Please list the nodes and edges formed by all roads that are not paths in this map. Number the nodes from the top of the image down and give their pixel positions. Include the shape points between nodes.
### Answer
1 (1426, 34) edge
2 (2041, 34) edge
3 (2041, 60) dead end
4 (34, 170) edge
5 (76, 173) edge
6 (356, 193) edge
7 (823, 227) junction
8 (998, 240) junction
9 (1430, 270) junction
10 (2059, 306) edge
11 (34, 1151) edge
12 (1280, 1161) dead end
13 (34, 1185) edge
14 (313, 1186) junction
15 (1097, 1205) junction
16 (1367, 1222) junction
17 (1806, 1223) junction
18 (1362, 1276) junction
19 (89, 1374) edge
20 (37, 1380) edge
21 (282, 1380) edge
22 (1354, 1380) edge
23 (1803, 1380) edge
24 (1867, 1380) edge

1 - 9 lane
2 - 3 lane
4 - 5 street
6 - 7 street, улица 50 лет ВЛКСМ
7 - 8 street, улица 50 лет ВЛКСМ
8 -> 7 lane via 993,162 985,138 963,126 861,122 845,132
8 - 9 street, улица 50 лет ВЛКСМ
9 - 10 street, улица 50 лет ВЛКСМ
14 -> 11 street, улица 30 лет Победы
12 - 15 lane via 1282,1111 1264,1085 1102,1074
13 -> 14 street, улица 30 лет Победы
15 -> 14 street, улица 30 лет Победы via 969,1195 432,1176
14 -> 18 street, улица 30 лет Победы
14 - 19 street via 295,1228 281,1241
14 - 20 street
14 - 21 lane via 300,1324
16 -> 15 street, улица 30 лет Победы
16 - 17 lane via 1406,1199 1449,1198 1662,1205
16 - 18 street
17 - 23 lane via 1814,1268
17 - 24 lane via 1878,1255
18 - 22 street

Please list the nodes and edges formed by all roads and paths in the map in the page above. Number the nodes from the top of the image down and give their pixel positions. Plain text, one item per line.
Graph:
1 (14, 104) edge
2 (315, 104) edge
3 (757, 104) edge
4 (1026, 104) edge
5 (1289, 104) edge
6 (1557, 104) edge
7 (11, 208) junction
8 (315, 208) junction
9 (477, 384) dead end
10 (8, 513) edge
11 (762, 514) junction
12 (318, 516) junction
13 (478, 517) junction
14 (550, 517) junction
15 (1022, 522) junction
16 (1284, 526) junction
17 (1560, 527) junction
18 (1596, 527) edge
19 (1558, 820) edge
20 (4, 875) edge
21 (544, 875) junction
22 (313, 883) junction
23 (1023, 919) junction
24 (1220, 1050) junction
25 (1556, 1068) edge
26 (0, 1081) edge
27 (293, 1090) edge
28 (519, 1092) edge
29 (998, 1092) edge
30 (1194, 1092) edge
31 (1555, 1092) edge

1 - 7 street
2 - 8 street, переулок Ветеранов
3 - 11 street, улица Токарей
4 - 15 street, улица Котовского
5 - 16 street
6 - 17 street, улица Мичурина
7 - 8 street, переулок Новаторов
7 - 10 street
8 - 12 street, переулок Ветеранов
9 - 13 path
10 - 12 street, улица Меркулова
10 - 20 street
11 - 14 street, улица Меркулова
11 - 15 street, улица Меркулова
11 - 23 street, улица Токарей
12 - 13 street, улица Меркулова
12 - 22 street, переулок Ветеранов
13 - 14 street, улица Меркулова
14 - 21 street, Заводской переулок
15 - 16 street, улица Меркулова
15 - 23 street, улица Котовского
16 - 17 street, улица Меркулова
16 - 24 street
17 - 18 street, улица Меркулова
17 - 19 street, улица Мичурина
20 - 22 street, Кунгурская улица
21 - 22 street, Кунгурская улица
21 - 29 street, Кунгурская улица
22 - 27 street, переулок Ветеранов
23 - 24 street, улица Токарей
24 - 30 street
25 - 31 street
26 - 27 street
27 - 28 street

• WHAT TO PRODUCE: Everything in the listing is to be restated exactly.

• ANSWER SPACE:
Please list the nodes and edges formed by all roads that are not paths in this map. Number the nodes from the top of the image down and give their pixel positions. Include the shape points between nodes.
### Answer
1 (1426, 34) edge
2 (2041, 34) edge
3 (2041, 60) dead end
4 (34, 170) edge
5 (76, 173) edge
6 (356, 193) edge
7 (823, 227) junction
8 (998, 240) junction
9 (1430, 270) junction
10 (2059, 306) edge
11 (34, 1151) edge
12 (1280, 1161) dead end
13 (34, 1185) edge
14 (313, 1186) junction
15 (1097, 1205) junction
16 (1367, 1222) junction
17 (1806, 1223) junction
18 (1362, 1276) junction
19 (89, 1374) edge
20 (37, 1380) edge
21 (282, 1380) edge
22 (1354, 1380) edge
23 (1803, 1380) edge
24 (1867, 1380) edge

1 - 9 lane
2 - 3 lane
4 - 5 street
6 - 7 street, улица 50 лет ВЛКСМ
7 - 8 street, улица 50 лет ВЛКСМ
8 -> 7 lane via 993,162 985,138 963,126 861,122 845,132
8 - 9 street, улица 50 лет ВЛКСМ
9 - 10 street, улица 50 лет ВЛКСМ
14 -> 11 street, улица 30 лет Победы
12 - 15 lane via 1282,1111 1264,1085 1102,1074
13 -> 14 street, улица 30 лет Победы
15 -> 14 street, улица 30 лет Победы via 969,1195 432,1176
14 -> 18 street, улица 30 лет Победы
14 - 19 street via 295,1228 281,1241
14 - 20 street
14 - 21 lane via 300,1324
16 -> 15 street, улица 30 лет Победы
16 - 17 lane via 1406,1199 1449,1198 1662,1205
16 - 18 street
17 - 23 lane via 1814,1268
17 - 24 lane via 1878,1255
18 - 22 street

Please list the nodes and edges formed by all roads and paths in the map in the page above. Number the nodes from the top of the image down and give their pixel positions. Plain text, one item per line.
Graph:
1 (14, 104) edge
2 (315, 104) edge
3 (757, 104) edge
4 (1026, 104) edge
5 (1289, 104) edge
6 (1557, 104) edge
7 (11, 208) junction
8 (315, 208) junction
9 (477, 384) dead end
10 (8, 513) edge
11 (762, 514) junction
12 (318, 516) junction
13 (478, 517) junction
14 (550, 517) junction
15 (1022, 522) junction
16 (1284, 526) junction
17 (1560, 527) junction
18 (1596, 527) edge
19 (1558, 820) edge
20 (4, 875) edge
21 (544, 875) junction
22 (313, 883) junction
23 (1023, 919) junction
24 (1220, 1050) junction
25 (1556, 1068) edge
26 (0, 1081) edge
27 (293, 1090) edge
28 (519, 1092) edge
29 (998, 1092) edge
30 (1194, 1092) edge
31 (1555, 1092) edge

1 - 7 street
2 - 8 street, переулок Ветеранов
3 - 11 street, улица Токарей
4 - 15 street, улица Котовского
5 - 16 street
6 - 17 street, улица Мичурина
7 - 8 street, переулок Новаторов
7 - 10 street
8 - 12 street, переулок Ветеранов
9 - 13 path
10 - 12 street, улица Меркулова
10 - 20 street
11 - 14 street, улица Меркулова
11 - 15 street, улица Меркулова
11 - 23 street, улица Токарей
12 - 13 street, улица Меркулова
12 - 22 street, переулок Ветеранов
13 - 14 street, улица Меркулова
14 - 21 street, Заводской переулок
15 - 16 street, улица Меркулова
15 - 23 street, улица Котовского
16 - 17 street, улица Меркулова
16 - 24 street
17 - 18 street, улица Меркулова
17 - 19 street, улица Мичурина
20 - 22 street, Кунгурская улица
21 - 22 street, Кунгурская улица
21 - 29 street, Кунгурская улица
22 - 27 street, переулок Ветеранов
23 - 24 street, улица Токарей
24 - 30 street
25 - 31 street
26 - 27 street
27 - 28 street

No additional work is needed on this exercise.